# [About this task]
Give the following records again in full and without alteration.

# [Data in this exercise]
■ ■ ■ ■
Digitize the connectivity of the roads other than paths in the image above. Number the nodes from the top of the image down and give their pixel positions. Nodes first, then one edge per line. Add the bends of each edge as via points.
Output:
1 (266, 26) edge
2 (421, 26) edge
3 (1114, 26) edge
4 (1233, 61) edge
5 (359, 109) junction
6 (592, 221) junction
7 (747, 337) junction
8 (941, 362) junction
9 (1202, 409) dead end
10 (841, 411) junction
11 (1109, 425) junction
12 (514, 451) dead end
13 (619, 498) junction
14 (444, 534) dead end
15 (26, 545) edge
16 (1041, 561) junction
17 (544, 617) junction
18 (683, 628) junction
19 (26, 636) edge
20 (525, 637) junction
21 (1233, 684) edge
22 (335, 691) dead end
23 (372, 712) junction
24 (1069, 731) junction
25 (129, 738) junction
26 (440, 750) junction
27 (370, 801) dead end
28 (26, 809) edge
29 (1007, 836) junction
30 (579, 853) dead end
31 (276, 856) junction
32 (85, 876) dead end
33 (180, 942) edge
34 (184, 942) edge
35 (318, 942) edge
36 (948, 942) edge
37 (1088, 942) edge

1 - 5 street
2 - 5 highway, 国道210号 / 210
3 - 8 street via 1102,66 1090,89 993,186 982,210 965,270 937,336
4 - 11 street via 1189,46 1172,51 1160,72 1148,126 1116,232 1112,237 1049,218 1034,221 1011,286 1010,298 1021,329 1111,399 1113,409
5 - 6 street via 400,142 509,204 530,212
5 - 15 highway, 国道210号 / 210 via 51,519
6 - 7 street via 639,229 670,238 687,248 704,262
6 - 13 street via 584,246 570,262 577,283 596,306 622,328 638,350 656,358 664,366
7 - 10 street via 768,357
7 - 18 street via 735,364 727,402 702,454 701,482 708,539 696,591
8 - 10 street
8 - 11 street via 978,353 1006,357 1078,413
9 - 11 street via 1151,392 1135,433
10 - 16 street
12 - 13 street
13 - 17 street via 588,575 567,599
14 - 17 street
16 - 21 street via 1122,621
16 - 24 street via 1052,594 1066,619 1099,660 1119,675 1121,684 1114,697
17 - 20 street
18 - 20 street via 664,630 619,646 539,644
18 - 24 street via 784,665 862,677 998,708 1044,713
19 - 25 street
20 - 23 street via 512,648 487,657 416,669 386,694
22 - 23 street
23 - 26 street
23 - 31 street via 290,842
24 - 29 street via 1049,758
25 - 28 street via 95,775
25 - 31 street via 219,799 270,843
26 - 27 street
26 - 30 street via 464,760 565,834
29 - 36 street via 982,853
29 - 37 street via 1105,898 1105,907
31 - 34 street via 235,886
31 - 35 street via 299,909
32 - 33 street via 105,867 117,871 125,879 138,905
■ ■ ■ ■
# [Answer section]
Digitize the connectivity of the roads other than paths in the image above. Number the nodes from the top of the image down and give their pixel positions. Nodes first, then one edge per line. Add the bends of each edge as via points.
Output:
1 (266, 26) edge
2 (421, 26) edge
3 (1114, 26) edge
4 (1233, 61) edge
5 (359, 109) junction
6 (592, 221) junction
7 (747, 337) junction
8 (941, 362) junction
9 (1202, 409) dead end
10 (841, 411) junction
11 (1109, 425) junction
12 (514, 451) dead end
13 (619, 498) junction
14 (444, 534) dead end
15 (26, 545) edge
16 (1041, 561) junction
17 (544, 617) junction
18 (683, 628) junction
19 (26, 636) edge
20 (525, 637) junction
21 (1233, 684) edge
22 (335, 691) dead end
23 (372, 712) junction
24 (1069, 731) junction
25 (129, 738) junction
26 (440, 750) junction
27 (370, 801) dead end
28 (26, 809) edge
29 (1007, 836) junction
30 (579, 853) dead end
31 (276, 856) junction
32 (85, 876) dead end
33 (180, 942) edge
34 (184, 942) edge
35 (318, 942) edge
36 (948, 942) edge
37 (1088, 942) edge

1 - 5 street
2 - 5 highway, 国道210号 / 210
3 - 8 street via 1102,66 1090,89 993,186 982,210 965,270 937,336
4 - 11 street via 1189,46 1172,51 1160,72 1148,126 1116,232 1112,237 1049,218 1034,221 1011,286 1010,298 1021,329 1111,399 1113,409
5 - 6 street via 400,142 509,204 530,212
5 - 15 highway, 国道210号 / 210 via 51,519
6 - 7 street via 639,229 670,238 687,248 704,262
6 - 13 street via 584,246 570,262 577,283 596,306 622,328 638,350 656,358 664,366
7 - 10 street via 768,357
7 - 18 street via 735,364 727,402 702,454 701,482 708,539 696,591
8 - 10 street
8 - 11 street via 978,353 1006,357 1078,413
9 - 11 street via 1151,392 1135,433
10 - 16 street
12 - 13 street
13 - 17 street via 588,575 567,599
14 - 17 street
16 - 21 street via 1122,621
16 - 24 street via 1052,594 1066,619 1099,660 1119,675 1121,684 1114,697
17 - 20 street
18 - 20 street via 664,630 619,646 539,644
18 - 24 street via 784,665 862,677 998,708 1044,713
19 - 25 street
20 - 23 street via 512,648 487,657 416,669 386,694
22 - 23 street
23 - 26 street
23 - 31 street via 290,842
24 - 29 street via 1049,758
25 - 28 street via 95,775
25 - 31 street via 219,799 270,843
26 - 27 street
26 - 30 street via 464,760 565,834
29 - 36 street via 982,853
29 - 37 street via 1105,898 1105,907
31 - 34 street via 235,886
31 - 35 street via 299,909
32 - 33 street via 105,867 117,871 125,879 138,905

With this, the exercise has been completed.